In retrospect , PokerStars’ comment late last week to media, has taken on new meaning: “The Rational Group remains entirely committed to resolving this situation and to our investment in New Jersey.” He did not further explain this grace note but the legal papers say it all.
Poker Stars Has a Big Picture Plan
While the breakdown in the planned deal could not have been anticipated by the public and may not have been foreseen by PokerStars either, Rational Group has been gearing up on multiple fronts to take the U.S. market by storm.
The Company has been building a vast array of relationships in New Jersey, sending out friendly flares to casinos across the country, and murmuring sweet nothings into the ears of potential casino partners and sponsors from one coast to the other. Word from across the pond and across the U.S is clear; PokerStars has big plans to rebuild its footprint in America.
The wheels of justice will move forward in the lawsuit that now exists between PokerStars and the ACC (a hearing is scheduled for May 17).
PokerStars May Still be Valued in New Jersey
While PokerStars cools its heels a bit and re-evaluates exactly how it will reach its goals in the States, the American Gaming Association is taking a victory lap. The AGA has effectively stalled PokerStars’ bid for instantaneous dominance in the re-emerging online gaming world on these shores.
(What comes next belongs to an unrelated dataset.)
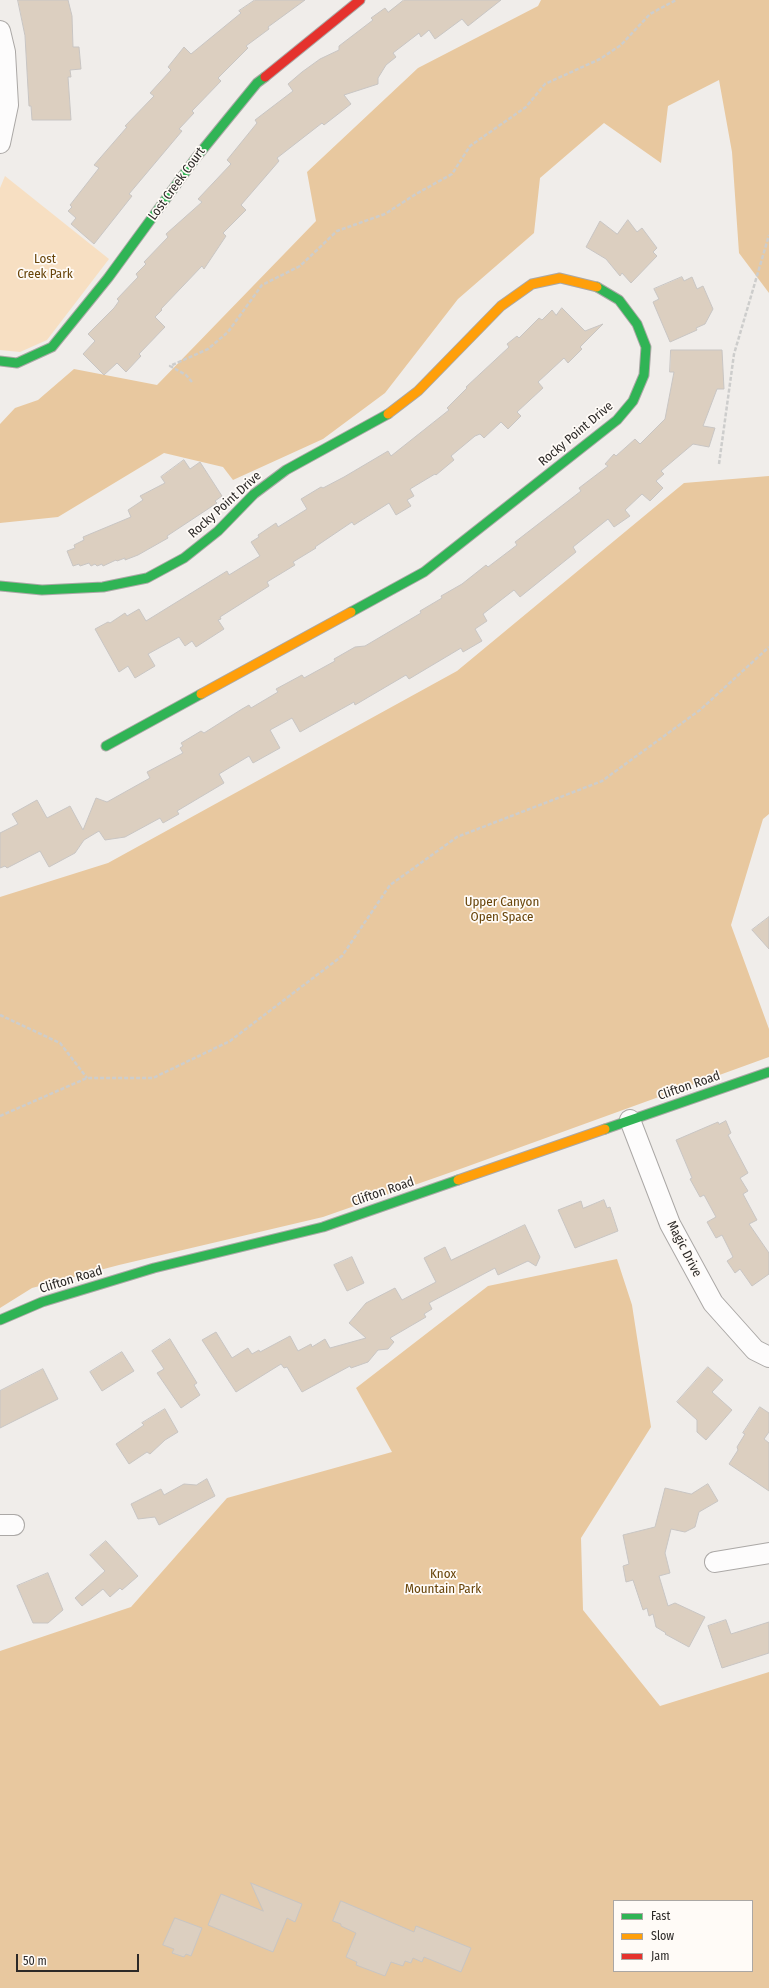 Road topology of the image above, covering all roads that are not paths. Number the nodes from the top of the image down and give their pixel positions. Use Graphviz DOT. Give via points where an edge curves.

The vast majority of the U.S.-headquartered casino industry has mobilized via the AGA to express its collective complaint against admission of PokerStars into the American gaming fraternity, citing Stars alleged criminality pursuant to the prosecution of its online gambling operations by the U.S. Department of Justice.
Settlement of those claims was effectuated between the parties without agreement as to the innocence or culpability of PokerStars’ conduct established in the settlement papers.
Regardless of the currently swirling charges leveled by PokerStars against ACC, there is still no certainty that Stars will be found suitable for a license in New Jersey.
That said, PokerStars’ promise to bring jobs, civic commitment, and many millions of dollars to the Garden State cannot reasonably be dismissed out of hand by the Statehouse. And, friends of PokerStars say it is not likely that the determined Scheinberg family will recede into the background of a setting sun on the Shore anytime soon.
Additionally, PokerStars’ next move in New Jersey may be tied to other events. Reconsideration of the MGM’s bid for a permanent license is on the table. One former casino regulator who now represents a major casino property predicts, “If the MGM obtains its license, PokerStars’ arguments for a license would get only better (assuming it can arrange a purchase with one of the state’s going casinos). He objects, however, to licensing either company
Unfathomable Outcomes are Possible
In the business and politics of online poker, machinations, twists, turns, and outcomes unfathomable at one moment have been known to become stark reality the next.
In the world of unfathomable, there is always the possibility that Caesars and PokerStars will set aside their penetrating tiff of this past winter. Showboat, a Caesars property is on the block in Atlantic City. If the Atlantic Club deal ultimately falls through could PokerStars come calling on Caesars?
It wouldn’t be the first time arch-rivals in the poker world later acquire a taste for one another.